Quote from How to Be Free

Jim LotFP

The Keeper of Metal
Jun 7, 2001
5,674
6
38
49
Helsinki, Finland
www.lotfp.com
"Quitting your job, refusing to vote, not taking pharmeceutical drugs: these are acts not of apathy but of a radical re-engagement with society and with your own self. It is, in actual fact, lazy and apathetic to be employed, to vote and to take Prozac, because in doing these things we are handing control over our lives to others and implicitly accepting that we are more or less useless unless we contort our very selves to conform to a pre-planned model of how we should act."

http://www.amazon.co.uk/How-Be-Free-Tom-Hodgkinson/dp/0241143217/
 
Which works better in some locations than others

One also has to note that vagrancy and squatting are presented in the book as valid more valid lifestyles than having a mortgage and working 9-to-5.

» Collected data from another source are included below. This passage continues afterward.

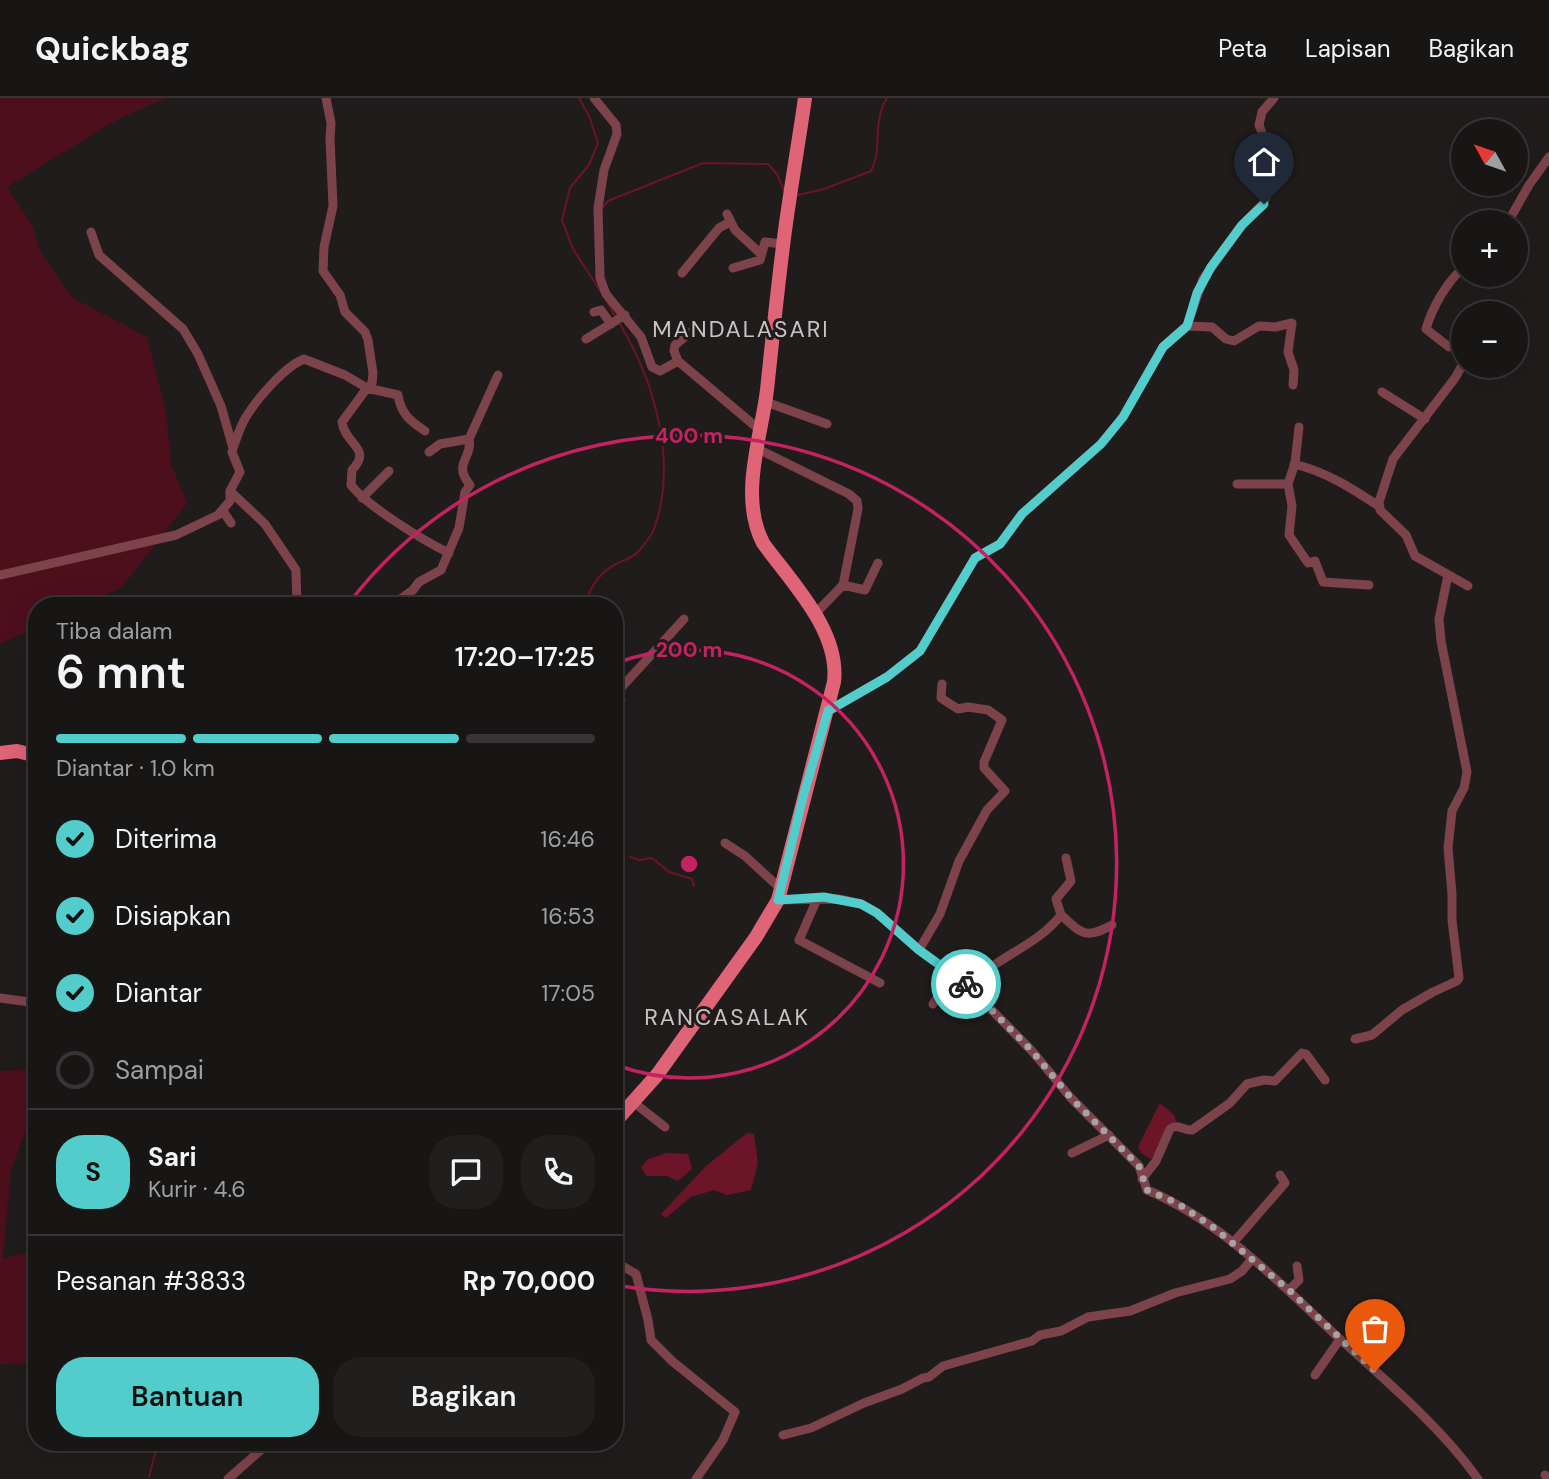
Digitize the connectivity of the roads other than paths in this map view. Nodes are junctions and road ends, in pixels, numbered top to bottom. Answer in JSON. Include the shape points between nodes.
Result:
{"nodes":[{"id":1,"x":326,"y":98,"type":"edge"},
{"id":2,"x":594,"y":98,"type":"edge"},
{"id":3,"x":806,"y":98,"type":"edge"},
{"id":4,"x":1274,"y":98,"type":"edge"},
{"id":5,"x":1549,"y":157,"type":"edge"},
{"id":6,"x":1516,"y":210,"type":"edge"},
{"id":7,"x":91,"y":232,"type":"dead end"},
{"id":8,"x":783,"y":244,"type":"junction"},
{"id":9,"x":761,"y":254,"type":"junction"},
{"id":10,"x":733,"y":268,"type":"dead end"},
{"id":11,"x":682,"y":273,"type":"dead end"},
{"id":12,"x":1451,"y":284,"type":"edge"},
{"id":13,"x":594,"y":312,"type":"dead end"},
{"id":14,"x":617,"y":320,"type":"junction"},
{"id":15,"x":1187,"y":326,"type":"junction"},
{"id":16,"x":698,"y":327,"type":"dead end"},
{"id":17,"x":586,"y":339,"type":"dead end"},
{"id":18,"x":1451,"y":346,"type":"edge"},
{"id":19,"x":678,"y":361,"type":"junction"},
{"id":20,"x":498,"y":375,"type":"dead end"},
{"id":21,"x":1453,"y":378,"type":"edge"},
{"id":22,"x":1293,"y":385,"type":"dead end"},
{"id":23,"x":368,"y":388,"type":"junction"},
{"id":24,"x":1382,"y":392,"type":"dead end"},
{"id":25,"x":766,"y":402,"type":"junction"},
{"id":26,"x":1425,"y":419,"type":"junction"},
{"id":27,"x":827,"y":424,"type":"dead end"},
{"id":28,"x":1299,"y":427,"type":"dead end"},
{"id":29,"x":425,"y":431,"type":"dead end"},
{"id":30,"x":761,"y":431,"type":"junction"},
{"id":31,"x":469,"y":439,"type":"junction"},
{"id":32,"x":233,"y":448,"type":"junction"},
{"id":33,"x":758,"y":449,"type":"junction"},
{"id":34,"x":429,"y":452,"type":"dead end"},
{"id":35,"x":1294,"y":464,"type":"junction"},
{"id":36,"x":389,"y":471,"type":"dead end"},
{"id":37,"x":1237,"y":484,"type":"dead end"},
{"id":38,"x":1288,"y":484,"type":"junction"},
{"id":39,"x":230,"y":491,"type":"junction"},
{"id":40,"x":362,"y":498,"type":"junction"},
{"id":41,"x":1380,"y":507,"type":"junction"},
{"id":42,"x":223,"y":511,"type":"junction"},
{"id":43,"x":232,"y":523,"type":"dead end"},
{"id":44,"x":449,"y":553,"type":"junction"},
{"id":45,"x":878,"y":563,"type":"dead end"},
{"id":46,"x":0,"y":575,"type":"edge"},
{"id":47,"x":1448,"y":575,"type":"junction"},
{"id":48,"x":843,"y":585,"type":"junction"},
{"id":49,"x":1369,"y":585,"type":"dead end"},
{"id":50,"x":1468,"y":586,"type":"dead end"},
{"id":51,"x":297,"y":597,"type":"edge"},
{"id":52,"x":403,"y":597,"type":"edge"},
{"id":53,"x":814,"y":615,"type":"junction"},
{"id":54,"x":684,"y":620,"type":"dead end"},
{"id":55,"x":942,"y":684,"type":"dead end"},
{"id":56,"x":623,"y":685,"type":"edge"},
{"id":57,"x":828,"y":711,"type":"junction"},
{"id":58,"x":0,"y":753,"type":"edge"},
{"id":59,"x":28,"y":754,"type":"edge"},
{"id":60,"x":725,"y":843,"type":"dead end"},
{"id":61,"x":1066,"y":858,"type":"dead end"},
{"id":62,"x":780,"y":894,"type":"junction"},
{"id":63,"x":818,"y":897,"type":"junction"},
{"id":64,"x":1062,"y":915,"type":"junction"},
{"id":65,"x":1112,"y":925,"type":"dead end"},
{"id":66,"x":919,"y":950,"type":"junction"},
{"id":67,"x":953,"y":974,"type":"junction"},
{"id":68,"x":880,"y":983,"type":"dead end"},
{"id":69,"x":969,"y":987,"type":"junction"},
{"id":70,"x":0,"y":998,"type":"edge"},
{"id":71,"x":28,"y":1002,"type":"edge"},
{"id":72,"x":933,"y":1004,"type":"dead end"},
{"id":73,"x":1355,"y":1039,"type":"dead end"},
{"id":74,"x":1325,"y":1080,"type":"dead end"},
{"id":75,"x":633,"y":1102,"type":"junction"},
{"id":76,"x":623,"y":1113,"type":"edge"},
{"id":77,"x":665,"y":1127,"type":"dead end"},
{"id":78,"x":1109,"y":1135,"type":"junction"},
{"id":79,"x":1072,"y":1153,"type":"dead end"},
{"id":80,"x":1280,"y":1175,"type":"dead end"},
{"id":81,"x":1142,"y":1179,"type":"junction"},
{"id":82,"x":1233,"y":1243,"type":"junction"},
{"id":83,"x":1252,"y":1259,"type":"junction"},
{"id":84,"x":623,"y":1266,"type":"edge"},
{"id":85,"x":1297,"y":1266,"type":"dead end"},
{"id":86,"x":1289,"y":1290,"type":"junction"},
{"id":87,"x":1340,"y":1339,"type":"junction"},
{"id":88,"x":1314,"y":1375,"type":"dead end"},
{"id":89,"x":783,"y":1435,"type":"dead end"},
{"id":90,"x":260,"y":1451,"type":"edge"},
{"id":91,"x":228,"y":1479,"type":"edge"},
{"id":92,"x":696,"y":1479,"type":"edge"},
{"id":93,"x":1478,"y":1479,"type":"edge"}],
"edges":[{"from":1,"to":23,"type":"street","via":[[333,206],[323,271],[340,295],[345,312],[365,332],[373,373]]},
{"from":2,"to":14,"type":"street","via":[[616,125],[617,134],[604,170],[598,208],[600,278]]},
{"from":3,"to":8,"type":"main road"},
{"from":4,"to":15,"type":"street","via":[[1262,112],[1259,125],[1269,151],[1268,194],[1203,279]]},
{"from":5,"to":6,"type":"street"},
{"from":7,"to":32,"type":"street","via":[[99,254],[183,329],[221,406]]},
{"from":8,"to":9,"type":"street","via":[[765,242]]},
{"from":8,"to":25,"type":"main road"},
{"from":9,"to":10,"type":"street","via":[[760,260]]},
{"from":9,"to":11,"type":"street","via":[[729,218]]},
{"from":12,"to":18,"type":"street","via":[[1426,329]]},
{"from":13,"to":14,"type":"street","via":[[601,310]]},
{"from":14,"to":17,"type":"street"},
{"from":14,"to":19,"type":"street","via":[[641,337],[653,369],[660,371]]},
{"from":15,"to":22,"type":"street","via":[[1212,327],[1234,341],[1259,326],[1293,324],[1288,352]]},
{"from":15,"to":57,"type":"street","via":[[1163,347],[1123,417],[1101,444],[1022,514],[1000,544],[975,558],[920,651],[887,677]]},
{"from":16,"to":19,"type":"street","via":[[675,345]]},
{"from":19,"to":30,"type":"street"},
{"from":20,"to":31,"type":"street"},
{"from":21,"to":26,"type":"street"},
{"from":23,"to":29,"type":"street","via":[[398,395],[406,417]]},
{"from":23,"to":32,"type":"street","via":[[312,360],[299,361],[245,418]]},
{"from":23,"to":40,"type":"street","via":[[342,422],[345,435],[358,449],[360,462],[352,470],[350,482]]},
{"from":24,"to":26,"type":"street"},
{"from":25,"to":27,"type":"street"},
{"from":25,"to":30,"type":"main road"},
{"from":26,"to":41,"type":"street","via":[[1393,459]]},
{"from":28,"to":35,"type":"street"},
{"from":30,"to":33,"type":"main road"},
{"from":31,"to":34,"type":"street","via":[[440,443]]},
{"from":31,"to":44,"type":"street","via":[[471,447],[462,468],[470,485]]},
{"from":32,"to":39,"type":"street","via":[[240,472]]},
{"from":33,"to":48,"type":"street","via":[[857,501]]},
{"from":33,"to":53,"type":"main road","via":[[753,482],[757,528]]},
{"from":35,"to":38,"type":"street"},
{"from":35,"to":41,"type":"street","via":[[1345,484]]},
{"from":36,"to":40,"type":"street"},
{"from":37,"to":38,"type":"street"},
{"from":38,"to":49,"type":"street","via":[[1292,506],[1289,536],[1308,563],[1315,561],[1323,582]]},
{"from":39,"to":42,"type":"street"},
{"from":39,"to":51,"type":"street","via":[[265,524],[296,569]]},
{"from":40,"to":44,"type":"street"},
{"from":41,"to":47,"type":"street","via":[[1406,535],[1415,556]]},
{"from":42,"to":43,"type":"street"},
{"from":42,"to":46,"type":"street","via":[[176,535]]},
{"from":44,"to":52,"type":"street","via":[[441,570]]},
{"from":45,"to":48,"type":"street","via":[[865,590]]},
{"from":47,"to":50,"type":"street"},
{"from":47,"to":73,"type":"street","via":[[1438,619],[1466,772],[1464,788],[1452,811],[1448,848],[1459,978],[1402,1010],[1372,1035]]},
{"from":48,"to":53,"type":"street"},
{"from":53,"to":57,"type":"main road","via":[[825,630],[835,661]]},
{"from":54,"to":56,"type":"street"},
{"from":55,"to":66,"type":"street","via":[[941,698],[955,708],[988,710],[1002,720],[984,768],[1004,791],[986,810]]},
{"from":57,"to":62,"type":"main road"},
{"from":58,"to":59,"type":"main road"},
{"from":60,"to":62,"type":"street","via":[[745,856]]},
{"from":61,"to":64,"type":"street","via":[[1072,881],[1055,903]]},
{"from":62,"to":63,"type":"street"},
{"from":62,"to":75,"type":"main road","via":[[760,931]]},
{"from":63,"to":66,"type":"street","via":[[867,906]]},
{"from":63,"to":68,"type":"street","via":[[799,940]]},
{"from":64,"to":65,"type":"street","via":[[1087,934]]},
{"from":64,"to":69,"type":"street","via":[[1049,930],[997,962]]},
{"from":66,"to":67,"type":"street"},
{"from":67,"to":69,"type":"street"},
{"from":67,"to":72,"type":"street"},
{"from":69,"to":78,"type":"street"},
{"from":70,"to":71,"type":"street"},
{"from":74,"to":81,"type":"street","via":[[1302,1053],[1277,1080],[1247,1084],[1230,1103],[1192,1130],[1170,1129]]},
{"from":75,"to":76,"type":"main road"},
{"from":75,"to":77,"type":"street"},
{"from":78,"to":79,"type":"street"},
{"from":78,"to":81,"type":"street","via":[[1139,1166]]},
{"from":80,"to":82,"type":"street","via":[[1285,1183]]},
{"from":81,"to":82,"type":"street","via":[[1147,1190],[1177,1203]]},
{"from":82,"to":83,"type":"street"},
{"from":83,"to":86,"type":"street"},
{"from":83,"to":89,"type":"street","via":[[1230,1279],[1130,1311],[1088,1317],[1061,1331],[943,1366],[902,1389],[811,1428]]},
{"from":84,"to":92,"type":"street","via":[[636,1274],[651,1340],[735,1412],[723,1440]]},
{"from":85,"to":86,"type":"street","via":[[1299,1280]]},
{"from":86,"to":87,"type":"street"},
{"from":87,"to":88,"type":"street"},
{"from":87,"to":93,"type":"street","via":[[1442,1437]]},
{"from":90,"to":91,"type":"street"}]}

It's not something to blindly follow, but it certainly gives a lot to think about, and the idea of keeping yourself unburdened certainly has a romantic charm.
 
Only if you are mindless. This is crap I hear all too often. Now I want this guy to go do this in the hot bed of Iraq or something. Go do it where a government isn't protecting your ass, where people don't necessarily feel a need to ensure that you still get fed. You always rely on others. You have to. You can't do barely one fucking thing without relying on the hard work of others.

What a sycophant.

These are just my opinions of course. But I think that people generally go about that search for freedom the wrong way.
 
Only if you are mindless. This is crap I hear all too often. Now I want this guy to go do this in the hot bed of Iraq or something. Go do it where a government isn't protecting your ass, where people don't necessarily feel a need to ensure that you still get fed. You always rely on others. You have to. You can't do barely one fucking thing without relying on the hard work of others.

What a sycophant.

These are just my opinions of course. But I think that people generally go about that search for freedom the wrong way.

But people can always do more to depend less on other people. How far you go to do so should be your choice, and not anyone else's. And that's the entire point.

But freedom certainly isn't found in being employed for someone else, and that's my opinion.

As for me, well, I hate living "on the dole" as it were (I don't believe such a thing should exist in the first place), and even if things aren't progressing so well in Finnish, I'm understanding a lot of Swedish these days outside of the classroom so things are developing. I'll be an overtaxed, working member of society again before I know it.